For a time in the mid-2000s the J-horror genre was extremely hot, and Hollywood brought a couple of them over from Japan to, of course, turn into successful franchises. There was Ringu, which became The Ring; and because American moviegoers couldn’t get enough of creepy, pale ghost children, Ju-On was brought over here as The Grudge. The fad quickly died out, but a decade the paranormal beef is back on with The Grudge, a lifeless snoozer as bland and unimaginative as the reboot’s title.
The central conceit of The Grudge is pretty easy to follow and ready-made for sequels, which is why there have been a dozen of these movies already. Basically, when someone is murdered in a particularly strong fit of rage, it leaves behind a vengeful ghost that haunts a home forever. A grudge. And this grudge is with anybody living who enters that home. Real estate agents seem to have no problem finding buyers for these homes where scores of families have repeatedly been murdered, but whatever.
This version of The Grudge doesn’t do much to prove the franchise is worth reviving. Andrea Riseborough leads an incredibly talented, but ultimately useless cast as Detective Muldoon. She’s moved to a small Pennsylvania town with her young son (He’s super inconsequential to the plot) for a fresh start after the recent death of her husband. Too bad for her, the first case she gets with her new partner Detective Goodman (Demian Bichir), is the gruesome discovery of a body hidden deep in the woods. The death seems to be connected to a certain home with a long history of murder lingering over it, one that Goodman would very much like to forget. While he tries to warn Muldoon away, she can’t help herself and goes to investigate the home. She gets herself grudged in the process, becoming infected by the demonic curse that drives you nuts before driving you to kill.
Fans of the Ju-On and Grudge films will quickly recognize the cheap jump-scare patterns and even the loopy narrative construction. The timeline leaps between 2004, 2005, and 2006, as writer/director Nicolas Pesce weaves together a mythology of murder, connecting multiple victims of the grudge.
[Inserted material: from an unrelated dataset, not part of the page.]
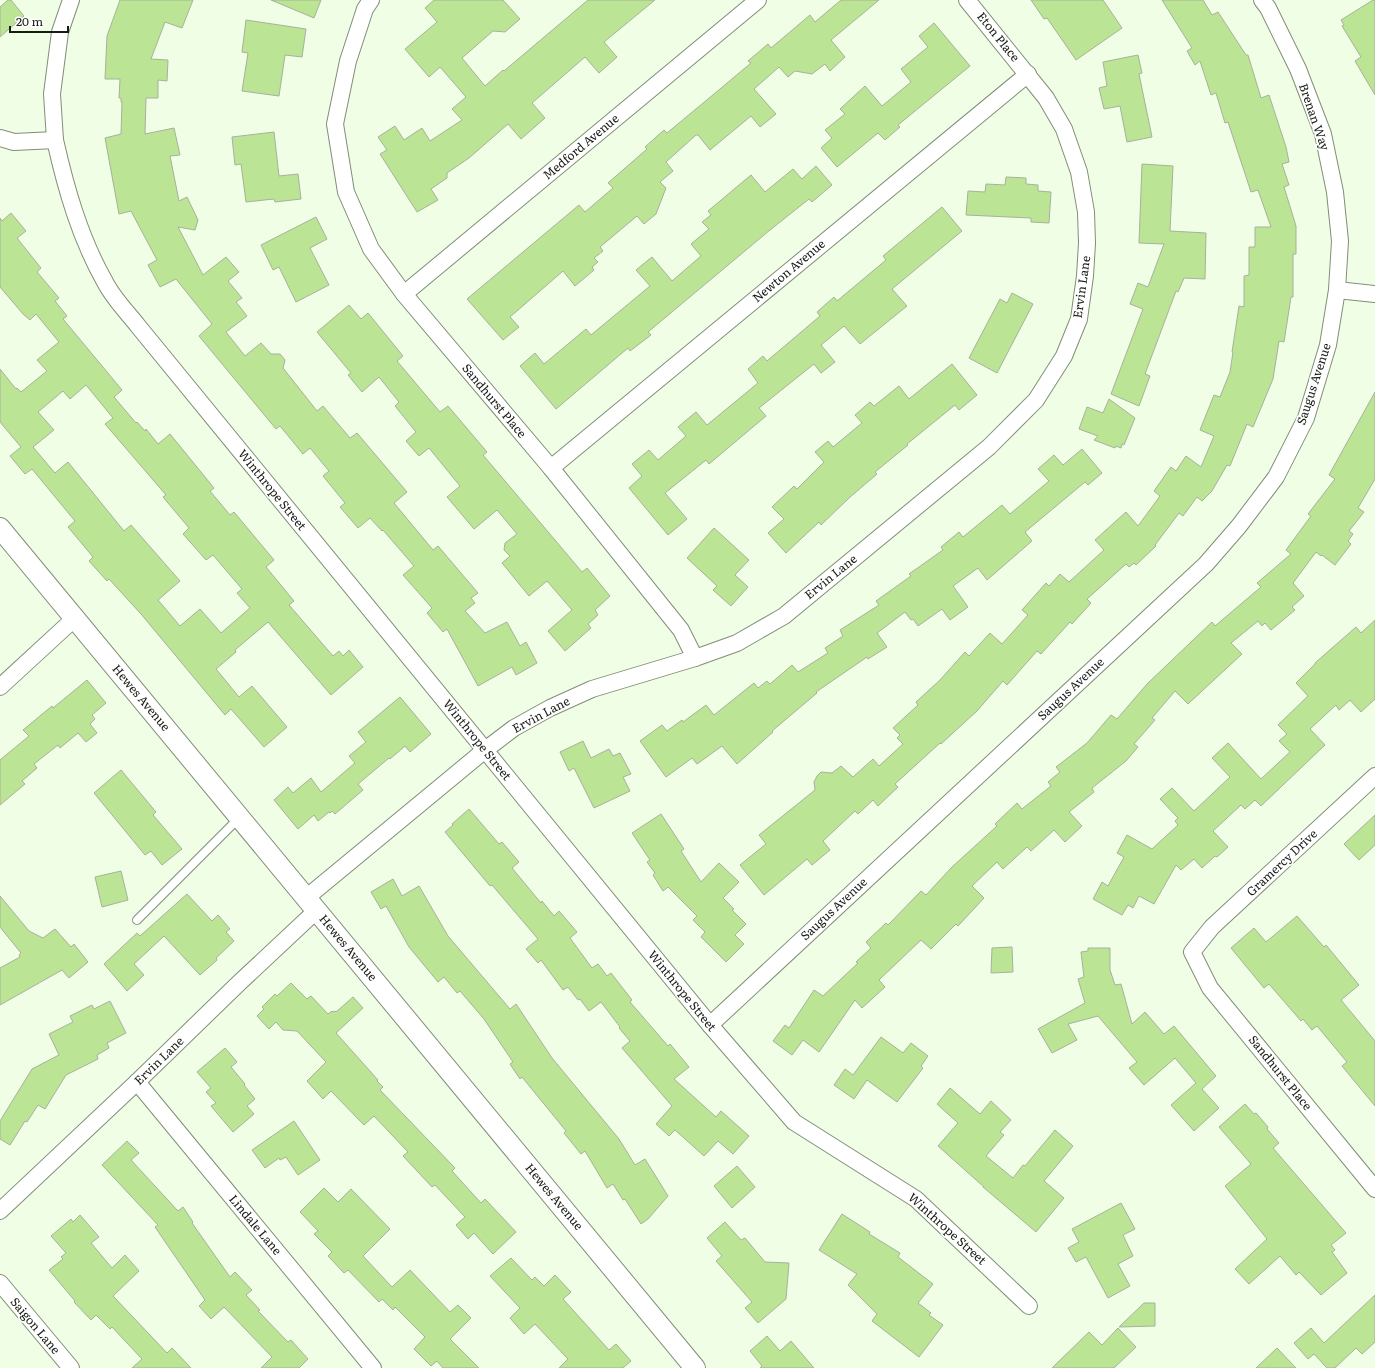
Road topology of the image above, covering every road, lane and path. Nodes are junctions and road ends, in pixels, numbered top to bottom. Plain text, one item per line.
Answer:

John Cho and Betty Gilpin play a couple contemplating the birth of their child who is likely to be born with severe defects; Frankie Faison plays a husband struggling to ease his seemingly mentally ill wife (horror queen Lin Shaye, right at home) with the help of a caregiver (Jacki Weaver); and then there’s Goodman’s old partner (William Sadler) who is obsessed with the home.
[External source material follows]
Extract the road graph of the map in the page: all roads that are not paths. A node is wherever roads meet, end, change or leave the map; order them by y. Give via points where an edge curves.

Pesce’s ambitions play out in grueling, dull fashion, made worse by the Grudge gimmick itself which was repetitive years ago and remains so. Regardless of the time period, we see characters get freaked out by the same creepy visions of dead people, falling for the same tired jump-scares, and stupidly approaching the same tub of bloody water. It’s unintentionally hilarious after a while, and in the theater I was at the crowd laughed at the movie’s lame attempts to frighten. Pretty sure that’s not the reaction Pesce was hoping for. The movie’s only true moment of comedy, a “pack your bags” moment of clarity by Weaver’s character, frustratingly teases Pesce’s subversive sense of humor. You get it once so better enjoy it.
It’s not that Pesce isn’t a talented director, he’s just not built for generic, studio horrors that blunt his twisted sensibilities. His 2016 debut The Eyes of My Mother was a hypnotic, nightmarish look into the creation of a serial killer; his 2018 film Piercing was a savage thriller that mercilessly flips audience expectations. The Grudge has very little of what has made Pesce a rising star filmmaker to genre fans. It sidelines him, but also a strong cast who deserve much better than this. Riseborough, Cho, and Gilpin do their best with the given material, but they’re most effective when removed from the haunted house tropes that make The Grudge little more than a minor spat.